Can someone make ice in the desert with no electricity, chemicals or gadgetry?  The answer is yes.   It's called evaporative cooling.

The idea of evaporative cooling is not new.  It takes place when liquid evaporates in the surrounding air which in turn cools any object or liquid that comes into contact with it.  Most people have experienced evaporative cooling effects after getting out of a swimming pool on a hot sunny day. 
The earliest recording of evaporative cooling comes from frescoes from about 2500 B.C. which show slaves fanning water filled jars to cool rooms for royalty.
In 2006, a Nigerian teacher named Mohammed Bah Abba took this simple, ancient concept and applied it to pots to help thousands of impoverished Nigerian farmers with inexpensive refrigeration.  By setting up a local production facility, his simple pot-in-pot system extended the shelf-life of perishable foods.
The pot-in-pot system is simply the application of two clay pots, one inside the other. Fill the space between the pots with moist sand and cover with a damp cloth.  The water in the sand will naturally migrate towards the outer pot which pulls the heat with it, making the inside pot very cold.  It's a cheap, easy-to-make refrigerator.
To create ice, fill the space between the pots with water (not sand).  Since hot water has higher kinetic energy than cold water it evaporates first.  This lowers the temperature in the reservoir by getting rid of the "hottest" molecules first.  Because it is extremely dry in a desert, the air sucks water into it and molecules with low kinetic energy (cooler water) is then able to evaporate.  This leaves only molecules with very low kinetic energy.  Eventually, the average kinetic energy will be so low that the temperature drops below 32 degrees and the remaining water freezes.   This is true even if the ambient air temperature is above freezing so long as the air's humidity level is dry enough.

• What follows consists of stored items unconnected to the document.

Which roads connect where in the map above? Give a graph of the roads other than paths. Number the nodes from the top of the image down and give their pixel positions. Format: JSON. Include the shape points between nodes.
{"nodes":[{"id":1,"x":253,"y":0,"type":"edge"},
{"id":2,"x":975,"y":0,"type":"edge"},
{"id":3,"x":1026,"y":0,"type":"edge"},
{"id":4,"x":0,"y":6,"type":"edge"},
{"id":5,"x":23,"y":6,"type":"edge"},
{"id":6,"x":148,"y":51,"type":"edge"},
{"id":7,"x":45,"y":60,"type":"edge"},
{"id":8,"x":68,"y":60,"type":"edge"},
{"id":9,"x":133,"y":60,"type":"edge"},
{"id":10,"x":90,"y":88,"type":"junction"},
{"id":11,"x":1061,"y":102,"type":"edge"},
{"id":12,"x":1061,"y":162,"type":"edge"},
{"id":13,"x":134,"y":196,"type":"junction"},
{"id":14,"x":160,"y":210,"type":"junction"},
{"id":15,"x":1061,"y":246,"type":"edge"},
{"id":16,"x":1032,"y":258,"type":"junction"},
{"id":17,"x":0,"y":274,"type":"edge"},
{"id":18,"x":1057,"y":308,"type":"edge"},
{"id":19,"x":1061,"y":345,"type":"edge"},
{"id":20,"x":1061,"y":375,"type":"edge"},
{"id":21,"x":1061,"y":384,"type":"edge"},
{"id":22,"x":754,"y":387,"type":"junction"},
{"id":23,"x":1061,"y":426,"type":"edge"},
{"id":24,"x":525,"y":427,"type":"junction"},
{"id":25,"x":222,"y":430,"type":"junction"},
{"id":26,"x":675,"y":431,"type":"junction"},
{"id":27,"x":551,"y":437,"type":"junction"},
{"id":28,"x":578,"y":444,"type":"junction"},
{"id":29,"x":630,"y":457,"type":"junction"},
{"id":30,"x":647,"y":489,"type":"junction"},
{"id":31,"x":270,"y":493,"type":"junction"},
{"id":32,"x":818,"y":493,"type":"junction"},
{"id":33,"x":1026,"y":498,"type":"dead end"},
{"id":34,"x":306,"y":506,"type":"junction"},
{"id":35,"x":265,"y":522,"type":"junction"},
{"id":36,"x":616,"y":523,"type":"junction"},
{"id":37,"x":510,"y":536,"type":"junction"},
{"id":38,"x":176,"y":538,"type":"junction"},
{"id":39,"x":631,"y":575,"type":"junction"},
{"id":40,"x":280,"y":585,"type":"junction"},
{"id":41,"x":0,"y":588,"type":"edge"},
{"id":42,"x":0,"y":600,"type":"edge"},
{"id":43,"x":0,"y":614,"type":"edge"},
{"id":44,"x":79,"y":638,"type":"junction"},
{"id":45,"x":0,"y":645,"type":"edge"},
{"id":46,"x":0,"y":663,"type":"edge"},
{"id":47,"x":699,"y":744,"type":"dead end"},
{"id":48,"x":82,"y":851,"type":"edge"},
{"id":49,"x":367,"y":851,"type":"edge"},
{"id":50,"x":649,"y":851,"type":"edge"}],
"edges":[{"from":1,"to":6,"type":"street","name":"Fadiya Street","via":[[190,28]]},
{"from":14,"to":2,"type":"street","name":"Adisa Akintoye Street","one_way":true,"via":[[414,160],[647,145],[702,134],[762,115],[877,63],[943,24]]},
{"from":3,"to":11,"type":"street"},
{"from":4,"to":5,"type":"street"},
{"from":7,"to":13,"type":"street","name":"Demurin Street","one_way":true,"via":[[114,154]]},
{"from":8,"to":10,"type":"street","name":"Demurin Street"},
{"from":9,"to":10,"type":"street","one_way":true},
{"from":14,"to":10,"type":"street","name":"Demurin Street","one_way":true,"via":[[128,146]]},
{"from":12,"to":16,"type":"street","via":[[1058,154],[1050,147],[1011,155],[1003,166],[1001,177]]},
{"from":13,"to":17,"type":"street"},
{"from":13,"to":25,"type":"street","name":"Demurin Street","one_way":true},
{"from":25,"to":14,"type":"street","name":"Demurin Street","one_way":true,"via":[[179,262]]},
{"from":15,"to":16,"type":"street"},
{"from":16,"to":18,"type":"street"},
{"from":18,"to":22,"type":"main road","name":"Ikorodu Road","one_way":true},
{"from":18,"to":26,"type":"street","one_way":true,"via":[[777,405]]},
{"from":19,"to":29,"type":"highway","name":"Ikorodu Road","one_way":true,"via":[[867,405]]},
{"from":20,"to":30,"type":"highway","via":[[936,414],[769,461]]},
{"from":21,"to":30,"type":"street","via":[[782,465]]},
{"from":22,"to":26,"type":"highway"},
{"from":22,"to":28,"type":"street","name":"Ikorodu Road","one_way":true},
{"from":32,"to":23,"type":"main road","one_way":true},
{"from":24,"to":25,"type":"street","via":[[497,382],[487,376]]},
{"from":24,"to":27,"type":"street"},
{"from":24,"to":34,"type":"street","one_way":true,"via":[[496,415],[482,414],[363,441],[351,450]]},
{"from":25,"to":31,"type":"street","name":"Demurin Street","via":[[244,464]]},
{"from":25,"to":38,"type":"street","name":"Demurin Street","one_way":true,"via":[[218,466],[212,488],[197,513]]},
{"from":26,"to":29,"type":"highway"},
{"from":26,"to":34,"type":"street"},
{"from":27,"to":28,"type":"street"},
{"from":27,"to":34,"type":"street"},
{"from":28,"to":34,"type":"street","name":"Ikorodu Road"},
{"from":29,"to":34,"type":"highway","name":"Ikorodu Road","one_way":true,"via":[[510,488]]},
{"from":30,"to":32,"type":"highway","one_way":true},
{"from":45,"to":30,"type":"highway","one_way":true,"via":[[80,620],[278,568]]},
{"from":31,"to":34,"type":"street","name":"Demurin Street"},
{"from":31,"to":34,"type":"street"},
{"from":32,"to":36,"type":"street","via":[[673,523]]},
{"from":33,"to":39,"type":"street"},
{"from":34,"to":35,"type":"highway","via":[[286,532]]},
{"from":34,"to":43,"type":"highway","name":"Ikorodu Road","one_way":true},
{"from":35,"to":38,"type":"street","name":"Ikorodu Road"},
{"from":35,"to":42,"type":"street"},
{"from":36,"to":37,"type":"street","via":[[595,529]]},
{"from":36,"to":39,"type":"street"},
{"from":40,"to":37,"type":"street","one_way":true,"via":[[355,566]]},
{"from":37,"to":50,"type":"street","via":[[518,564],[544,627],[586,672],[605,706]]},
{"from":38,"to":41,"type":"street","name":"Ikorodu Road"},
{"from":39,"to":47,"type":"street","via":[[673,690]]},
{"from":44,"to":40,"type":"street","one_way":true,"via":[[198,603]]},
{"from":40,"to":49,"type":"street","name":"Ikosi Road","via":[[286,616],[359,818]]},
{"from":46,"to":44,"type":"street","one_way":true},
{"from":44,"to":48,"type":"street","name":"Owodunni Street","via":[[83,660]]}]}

In recognition of Abba's part in bringing this amazing technology to people in need at the very low cost of $1.20 per system, Abba was awarded numerous grants.  Having funded the first 7,000 systems from his own pocket, he used the award money to distribute over 100,000 additional pot-in-pot systems.
Which brings me to my point… Mohammed Bah Abba's story disproves the myth that one person cannot make a difference.  He took a simple scientific principle and applied it in such a way as to have an impact on millions of people.